### WHAT IS REQUIRED:
In how many lines of the records does the string "Orishigun" appear? State only the number.
------ DATA RECORDS
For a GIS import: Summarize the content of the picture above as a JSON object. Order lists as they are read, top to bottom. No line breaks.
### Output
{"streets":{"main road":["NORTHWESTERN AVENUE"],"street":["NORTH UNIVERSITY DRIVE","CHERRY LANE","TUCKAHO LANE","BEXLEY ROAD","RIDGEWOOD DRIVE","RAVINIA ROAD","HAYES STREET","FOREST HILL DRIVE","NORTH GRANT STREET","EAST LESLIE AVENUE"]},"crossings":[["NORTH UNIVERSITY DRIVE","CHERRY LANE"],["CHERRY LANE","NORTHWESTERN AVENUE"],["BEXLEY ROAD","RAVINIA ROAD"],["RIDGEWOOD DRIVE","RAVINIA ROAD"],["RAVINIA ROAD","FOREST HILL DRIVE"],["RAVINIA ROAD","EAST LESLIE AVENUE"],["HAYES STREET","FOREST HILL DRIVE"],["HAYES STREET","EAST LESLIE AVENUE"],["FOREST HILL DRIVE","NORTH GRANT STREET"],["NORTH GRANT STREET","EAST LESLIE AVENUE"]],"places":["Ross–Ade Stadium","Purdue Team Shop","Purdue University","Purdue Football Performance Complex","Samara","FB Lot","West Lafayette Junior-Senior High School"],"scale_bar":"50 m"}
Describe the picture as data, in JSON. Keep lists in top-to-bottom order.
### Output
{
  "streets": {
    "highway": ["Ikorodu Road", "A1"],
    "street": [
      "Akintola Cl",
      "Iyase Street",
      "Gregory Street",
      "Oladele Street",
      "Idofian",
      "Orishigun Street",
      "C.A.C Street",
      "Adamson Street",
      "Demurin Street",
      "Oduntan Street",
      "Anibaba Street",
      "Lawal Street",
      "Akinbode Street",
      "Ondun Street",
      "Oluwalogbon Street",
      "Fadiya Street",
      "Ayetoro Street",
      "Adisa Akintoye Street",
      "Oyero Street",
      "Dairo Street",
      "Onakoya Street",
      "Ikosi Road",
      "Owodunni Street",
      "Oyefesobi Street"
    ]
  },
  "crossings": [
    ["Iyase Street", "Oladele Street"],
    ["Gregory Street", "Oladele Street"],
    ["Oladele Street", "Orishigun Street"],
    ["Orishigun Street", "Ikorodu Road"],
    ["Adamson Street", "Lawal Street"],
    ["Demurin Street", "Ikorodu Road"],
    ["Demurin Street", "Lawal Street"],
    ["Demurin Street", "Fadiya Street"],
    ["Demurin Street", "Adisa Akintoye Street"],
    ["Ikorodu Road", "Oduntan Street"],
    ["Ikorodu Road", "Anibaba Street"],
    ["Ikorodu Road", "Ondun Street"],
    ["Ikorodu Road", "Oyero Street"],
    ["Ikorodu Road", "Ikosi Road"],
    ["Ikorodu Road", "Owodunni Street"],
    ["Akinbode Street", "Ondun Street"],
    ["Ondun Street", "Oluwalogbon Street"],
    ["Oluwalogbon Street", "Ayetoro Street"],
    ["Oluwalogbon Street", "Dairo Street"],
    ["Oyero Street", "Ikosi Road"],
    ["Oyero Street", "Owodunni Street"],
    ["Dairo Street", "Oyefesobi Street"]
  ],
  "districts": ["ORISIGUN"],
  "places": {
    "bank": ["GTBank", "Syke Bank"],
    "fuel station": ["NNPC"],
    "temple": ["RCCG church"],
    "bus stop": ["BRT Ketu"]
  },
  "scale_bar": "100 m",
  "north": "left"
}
------------
### OUTPUT:
3